Tesla Superchargers in Barstow, CA in action (Image via PlugShare)

Tesla Superchargers in Barstow, CA in action (Image via PlugShare)

At the end of 2015, Tesla CEO Elon Musk said that the Supercharger network was intended to become available to other automakers if they chose to use it.

Tesla has shared that it will double its Supercharger network before the close of the year. This is definitely needed as the Model 3 starts production soon, and Tesla owners in areas where EVs are popular already complain of overcrowding at select stations.

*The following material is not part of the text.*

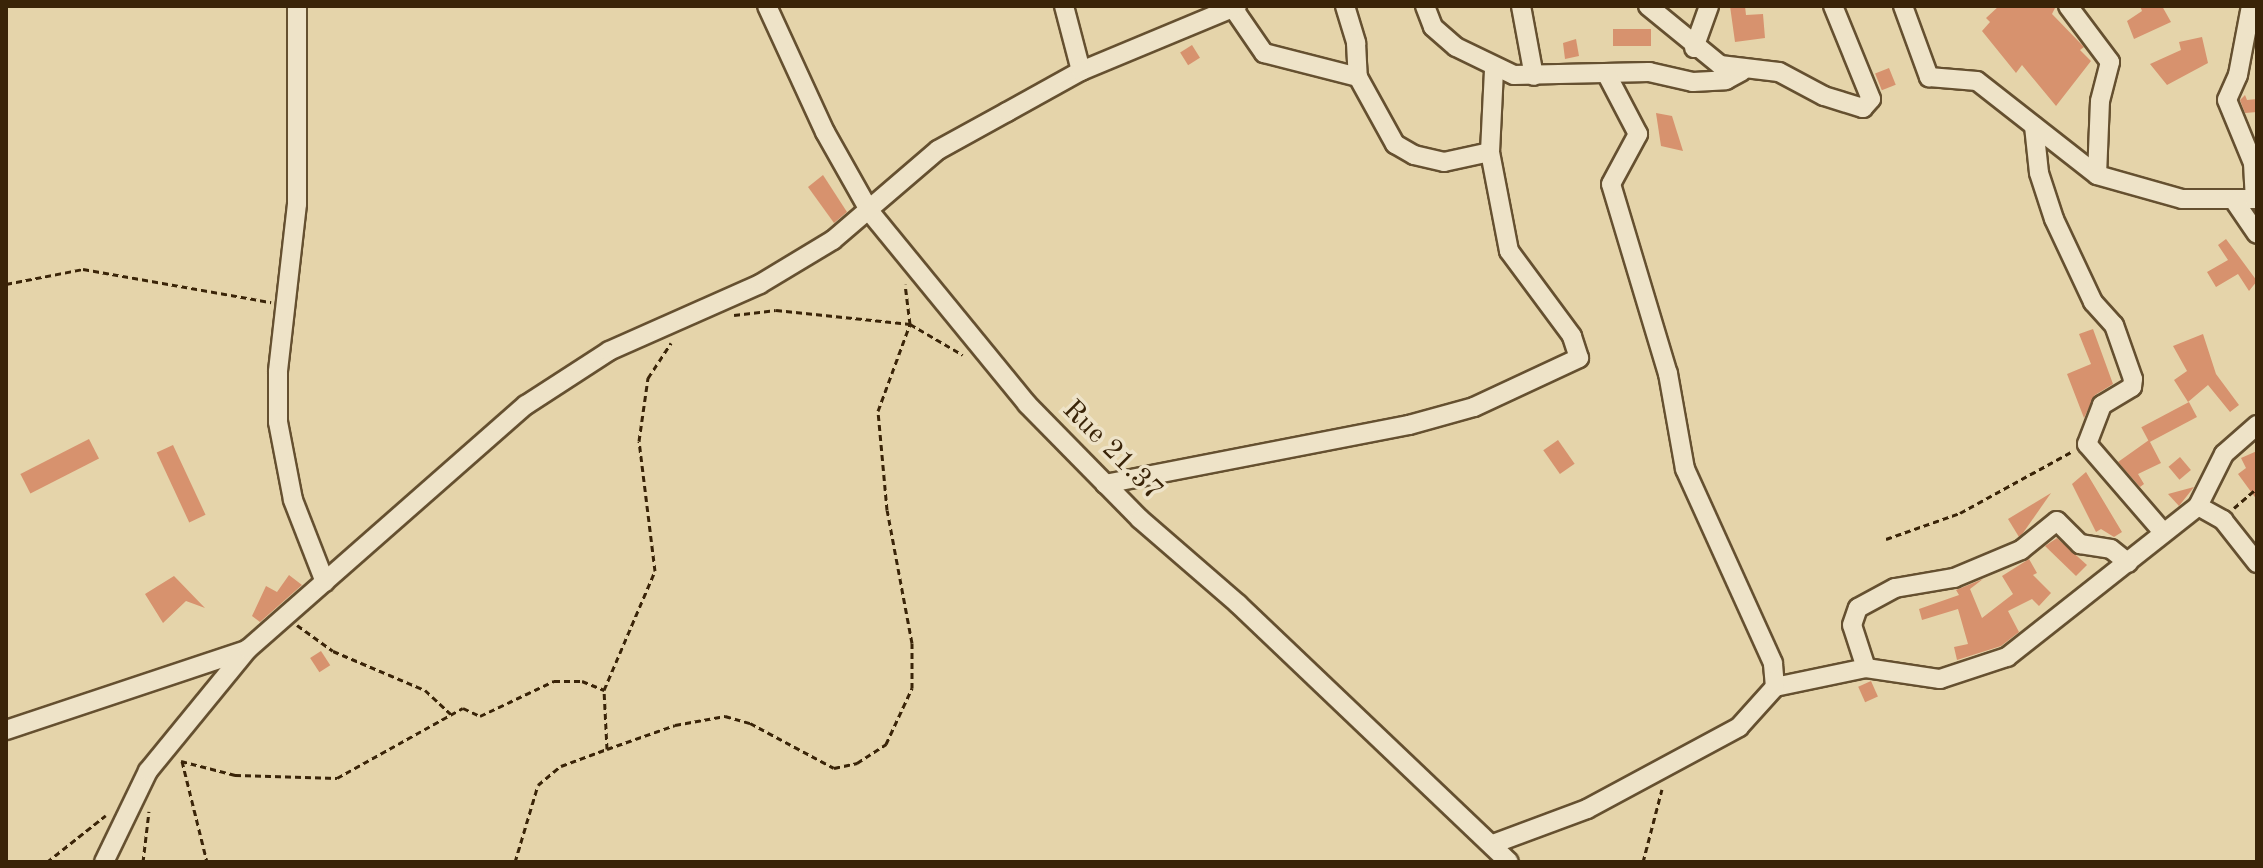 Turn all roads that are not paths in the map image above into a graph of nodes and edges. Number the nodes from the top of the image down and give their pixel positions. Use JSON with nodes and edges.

Since Musk's early talk of "sharing" Tesla's Supercharger network, not much has been said of the possibility. That was until the automaker's CTO J.B. Straubel brought it back to light at the recent Midwest Renewable Energy Association’s 28th Annual Energy Fair. Straubel delivered an informative keynote speech, during which he said (via Electrek):

Tesla Model 3

Tesla Model 3

“For things like Supercharger, we are actively talking to other car makers and we are trying to figure out a structure to work with them.”

Straubel did say that the Silicon Valley automaker was still having issues with Supercharger congestion. However, this should change as the network is continually expanded, and at a much more accelerated rate now.

Tesla hopes to be able to produce a half-million vehicles per year by the end of 2018. If the company can pull this off on time, or even shortly thereafter, Supercharger stations will become increasingly crowded with Model 3s. However, owners will have to pay for use, so that may keep traffic more limited.

In a perfect world, Tesla owners would be thrilled about increased electric vehicle adoption. Realistically, some Tesla owners probably won't be very happy if a bunch of other EVs begin clogging up "their" Superchargers. Keep in mind that this will likely only be the case in areas with many plug-in vehicles, which are few and far between ... for now. Expanded stations and more cars with DC fast-charging capability should make all of this less of an issue.

Unfortunately, Straubel didn't divulge any additional details as to when this might happen, or how automakers (or EV owners) would be charged. If it works out, the extra money coming in could be utilized to fund additional Supercharger network expansion.